## Supplied records
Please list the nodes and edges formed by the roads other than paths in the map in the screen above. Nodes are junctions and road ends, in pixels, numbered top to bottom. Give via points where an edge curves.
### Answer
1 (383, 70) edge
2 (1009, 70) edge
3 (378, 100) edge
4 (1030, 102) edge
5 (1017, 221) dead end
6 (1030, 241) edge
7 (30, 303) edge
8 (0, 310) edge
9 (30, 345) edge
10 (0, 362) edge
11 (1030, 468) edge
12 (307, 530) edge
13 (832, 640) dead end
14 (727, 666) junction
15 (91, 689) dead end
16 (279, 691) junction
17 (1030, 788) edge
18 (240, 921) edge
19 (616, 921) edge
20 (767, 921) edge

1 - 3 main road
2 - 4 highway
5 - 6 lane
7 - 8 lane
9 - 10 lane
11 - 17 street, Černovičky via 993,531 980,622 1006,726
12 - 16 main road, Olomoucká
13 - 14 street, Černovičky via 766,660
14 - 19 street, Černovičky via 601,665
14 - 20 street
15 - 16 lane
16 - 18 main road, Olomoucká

## Work request
Reproduce each record exactly, leaving nothing out.

## Response area
Please list the nodes and edges formed by the roads other than paths in the map in the screen above. Nodes are junctions and road ends, in pixels, numbered top to bottom. Give via points where an edge curves.
### Answer
1 (383, 70) edge
2 (1009, 70) edge
3 (378, 100) edge
4 (1030, 102) edge
5 (1017, 221) dead end
6 (1030, 241) edge
7 (30, 303) edge
8 (0, 310) edge
9 (30, 345) edge
10 (0, 362) edge
11 (1030, 468) edge
12 (307, 530) edge
13 (832, 640) dead end
14 (727, 666) junction
15 (91, 689) dead end
16 (279, 691) junction
17 (1030, 788) edge
18 (240, 921) edge
19 (616, 921) edge
20 (767, 921) edge

1 - 3 main road
2 - 4 highway
5 - 6 lane
7 - 8 lane
9 - 10 lane
11 - 17 street, Černovičky via 993,531 980,622 1006,726
12 - 16 main road, Olomoucká
13 - 14 street, Černovičky via 766,660
14 - 19 street, Černovičky via 601,665
14 - 20 street
15 - 16 lane
16 - 18 main road, Olomoucká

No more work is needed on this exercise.